# Stencil manufacturing?



## Byprodukt (Feb 7, 2007)

Ideally, i'd like to have a stencil cutout sent out with the shirt. Does anyone know of a company that can mass produce stencils? Also, is there a recommended tag fastener thingy...i believe thats the technical name.


----------



## Solmu (Aug 15, 2005)

Byprodukt said:


> Ideally, i'd like to have a stencil cutout sent out with the shirt. Does anyone know of a company that can mass produce stencils?


I imagine you want someone who does laser cutting, but I don't know.



Byprodukt said:


> Also, is there a recommended tag fastener thingy...i believe thats the technical name.

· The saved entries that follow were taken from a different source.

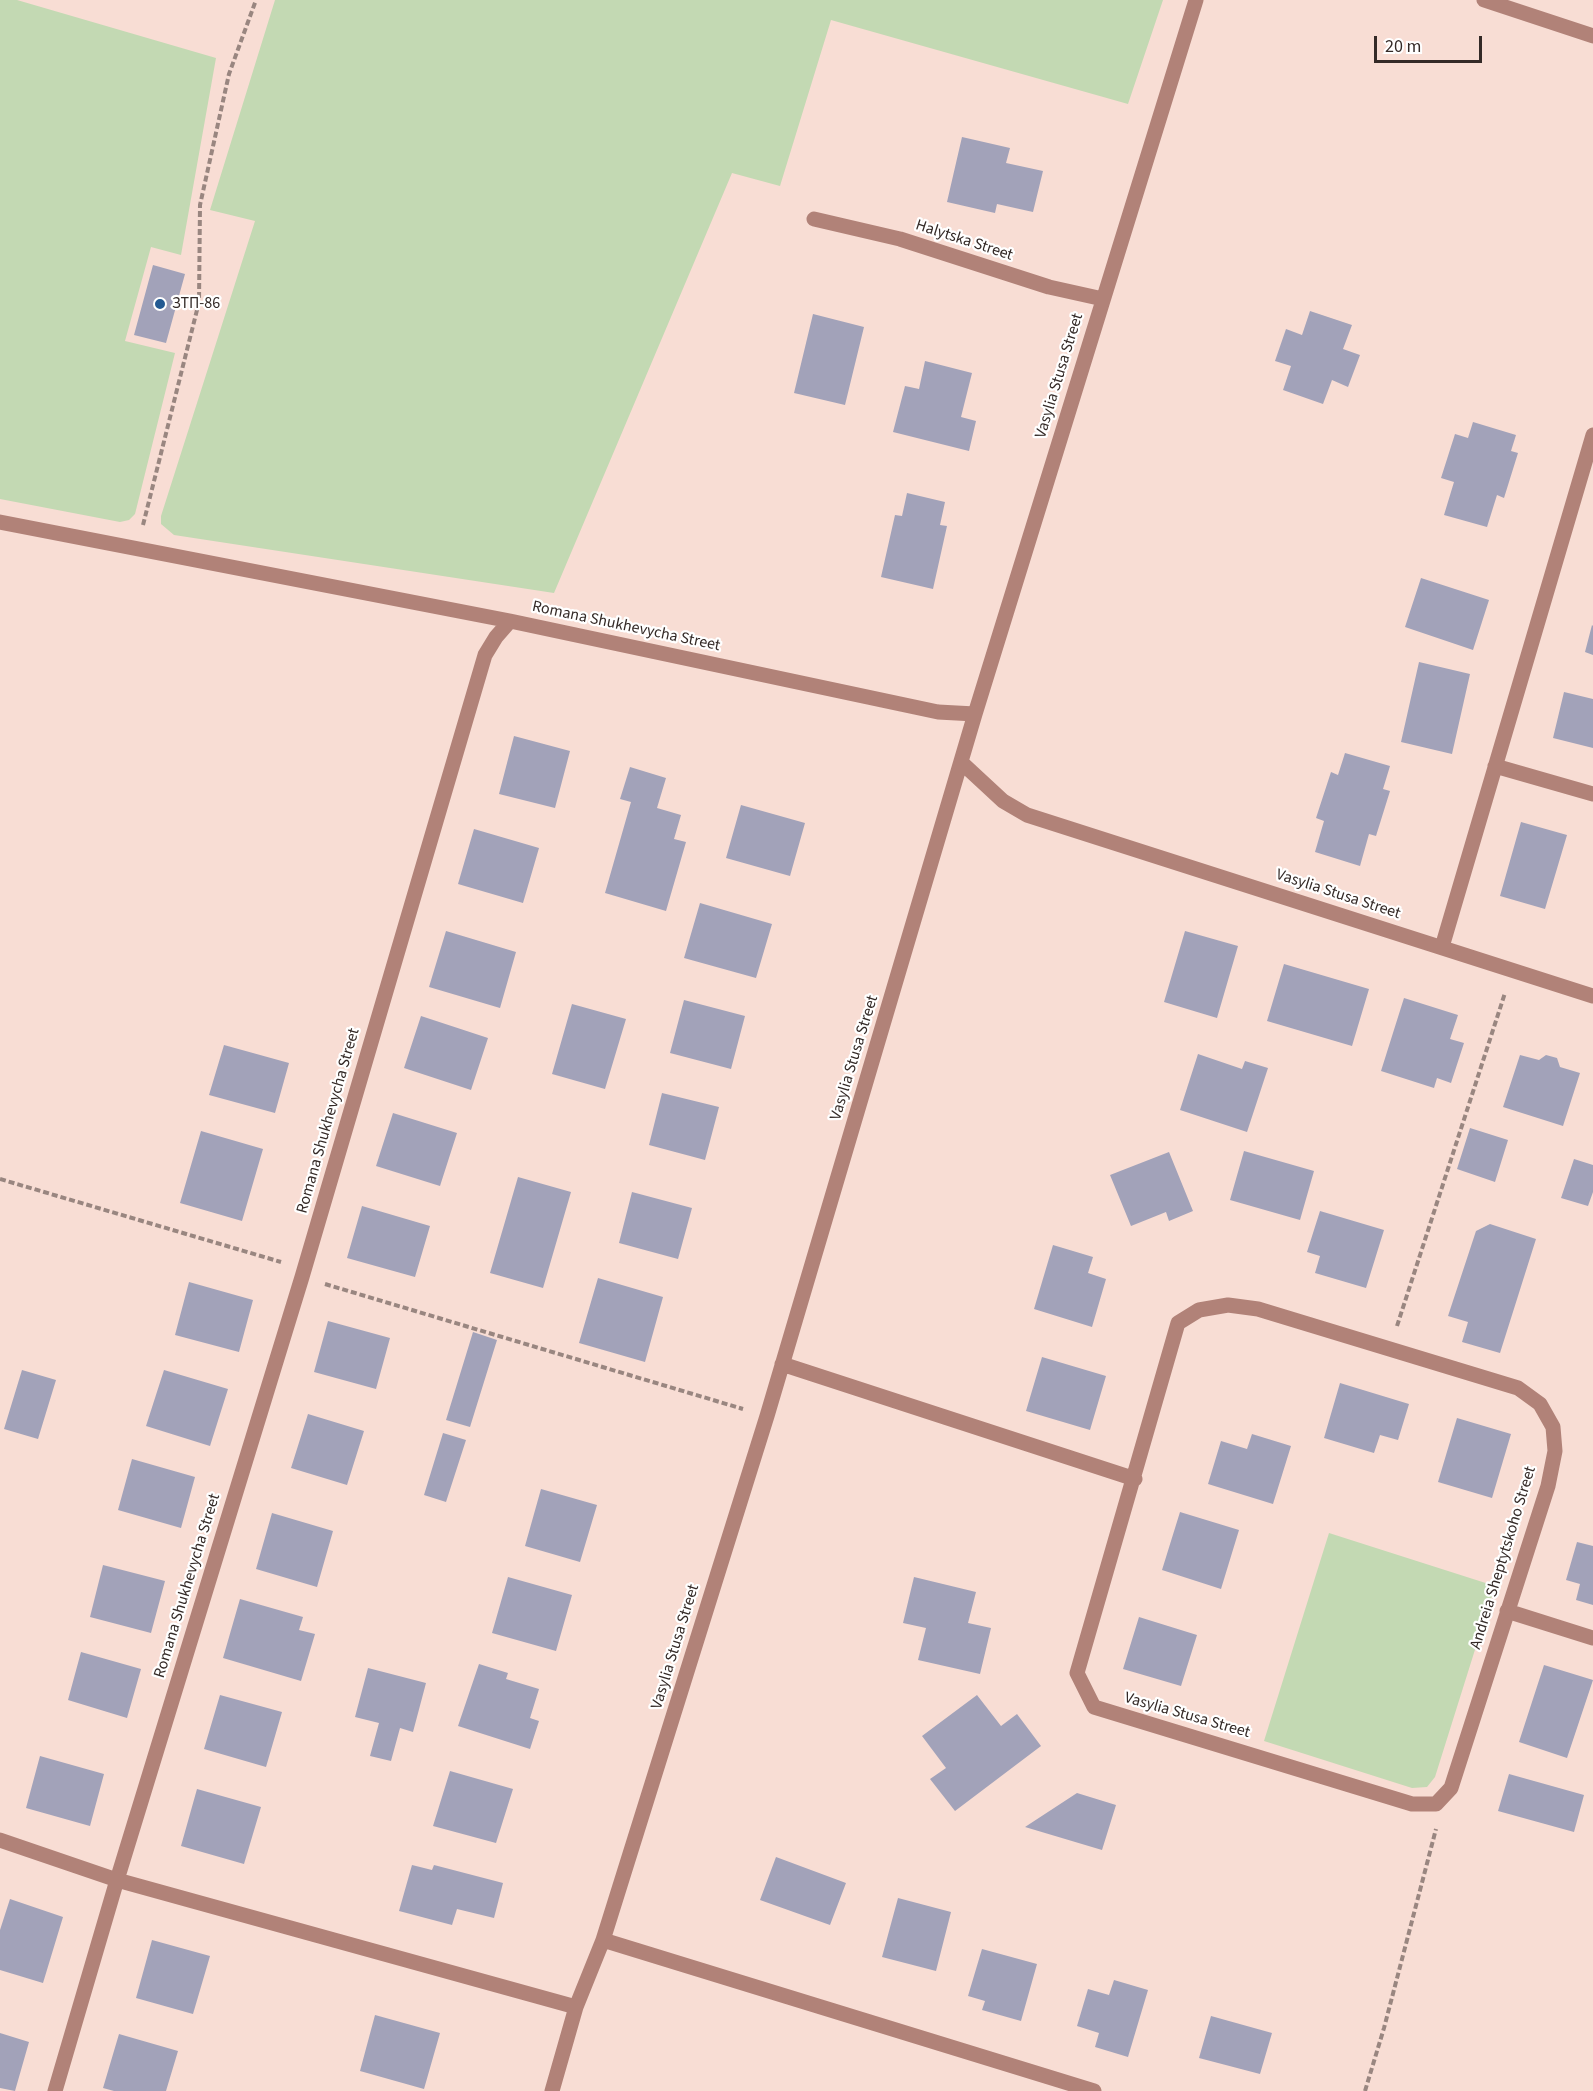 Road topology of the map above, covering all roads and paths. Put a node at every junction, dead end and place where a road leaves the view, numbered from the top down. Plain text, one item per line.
1 (256, 0) edge
2 (1196, 0) edge
3 (1484, 0) edge
4 (1593, 36) edge
5 (814, 219) dead end
6 (1103, 299) junction
7 (1593, 435) edge
8 (0, 522) edge
9 (137, 549) junction
10 (510, 621) junction
11 (975, 714) junction
12 (962, 763) junction
13 (1495, 766) junction
14 (1593, 794) edge
15 (1442, 947) junction
16 (1512, 970) junction
17 (1593, 996) edge
18 (0, 1179) edge
19 (303, 1273) junction
20 (1390, 1350) junction
21 (782, 1364) junction
22 (767, 1416) junction
23 (1135, 1479) junction
24 (1507, 1611) junction
25 (1593, 1638) edge
26 (1436, 1804) junction
27 (0, 1840) edge
28 (117, 1880) junction
29 (603, 1940) junction
30 (576, 2007) junction
31 (55, 2091) edge
32 (552, 2091) edge
33 (1094, 2091) edge
34 (1365, 2091) edge

1 - 9 path
2 - 6 street, Vasylia Stusa Street
3 - 4 street
5 - 6 street, Halytska Street
6 - 11 street, Vasylia Stusa Street
7 - 13 street
8 - 9 street
9 - 10 street
10 - 11 street, Romana Shukhevycha Street
10 - 19 street, Romana Shukhevycha Street
11 - 12 street, Vasylia Stusa Street
12 - 15 street, Vasylia Stusa Street
12 - 21 street, Vasylia Stusa Street
13 - 14 street
13 - 15 street
15 - 16 street, Vasylia Stusa Street
16 - 17 street
16 - 20 path
18 - 19 path
19 - 22 path
19 - 28 street, Romana Shukhevycha Street
20 - 23 street, Vasylia Stusa Street
20 - 24 street, Andreia Sheptytskoho Street
21 - 22 street, Vasylia Stusa Street
21 - 23 street
22 - 29 street, Vasylia Stusa Street
23 - 26 street, Vasylia Stusa Street
24 - 25 street
24 - 26 street, Andreia Sheptytskoho Street
26 - 34 path
27 - 28 street
28 - 30 street
28 - 31 street, Romana Shukhevycha Street
29 - 30 street, Vasylia Stusa Street
29 - 33 street
30 - 32 street, Vasylia Stusa Street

You mean a tagging gun for attaching hangtags? If so, they're cheap on eBay which is where most of us buy one.


----------



## Byprodukt (Feb 7, 2007)

TAGGING GUN! yes...thank you, found a good one. Are there any recommended online laser cutters by chance?


----------



## pdloran (Feb 16, 2007)

i was in a hobby store.Michale's.they had a press type thing that cut stencils.it has 100s of different shapes.its a rubber stamping thing.i thought it might be handy for a airbrusher to make stencils.it cuts all sorts of paper.
i think its called a dye cut press.i will get back to on that.good luck.


----------



## pdloran (Feb 16, 2007)

try this Personal Die Cutting Machines For Scrapbooking


----------



## pdloran (Feb 16, 2007)

Discount QuicKutz Die Cut Machine and QuicKutz Silhouette Digital Craft Cutter: Jordan Paper Arts Scrapbooking Supplies


----------



## pdloran (Feb 16, 2007)

sizzix die cutting machine.i think it can emboss the cut out also.at the store they also had hundreds of precut out stencils so do not even have to buy the machine.its a scrap book thing or card making tool.i was thinking for a t-shirt labels it would be cool marketing.


----------



## Byprodukt (Feb 7, 2007)

That Pazzles creative cutter is exactly what i need but definititely wine taste on beer wages. I need to find someone who has one already i guess. The idea was to make a stencil for spraypainting as the shirt tag. You guys can bite that if you like..hehe...thanks to everyone for the imput!


----------



## pdloran (Feb 16, 2007)

maybe you could look at ebay.what does your stencil have to look like?size?what do you plan on doing.like what is this "tag"?do mean a logo?
i make stencils for airbrushing.i made this video two years ago.
STENCIL BURNING - burning101.wmv @ ZippyVideos.com - Free Video Webhosting

hope it helps

pdloran


----------



## Byprodukt (Feb 7, 2007)

The stencil isnt for the shirt design, but for a tag that the wearer can keep and use for say airbrushing. A tag that doesnt get thrown out. 

The video is great!...not for mass manufacturing, but great for originals. Would a normal soldering iron work for that? and whats the stencil material?


----------



## pdloran (Feb 16, 2007)

thanks Byprodukt,

the material is a penent felt.some call it pellon.you can get it precut 15x15 inch sq. from bearair.com .or by the bolt 5 feet by 10 yards.i got a bolt of the material from the Troy corporation.it is a thick felt.it cuts easy with a stencil burner.a wood burner will work and a soldering iron will to.the stencil burner from bearair.com works the best as it does not get to hot to handle.it has a lower temp.also has a finer tip for some detailed stenciling.xacto knife will cut it easy to.
maybe you could use this stuff for your tags.it cuts easy.its stiff yet flexible.i think its made of wool an polyester.it is comes in different colors.
it makes great airbrushing stencils.

pdloran


----------



## Jasonda (Aug 16, 2006)

What material does the stencil need to be made out of?

If you could use card stock, there are lots of places that make business cards that offer custom die-cut shapes.


----------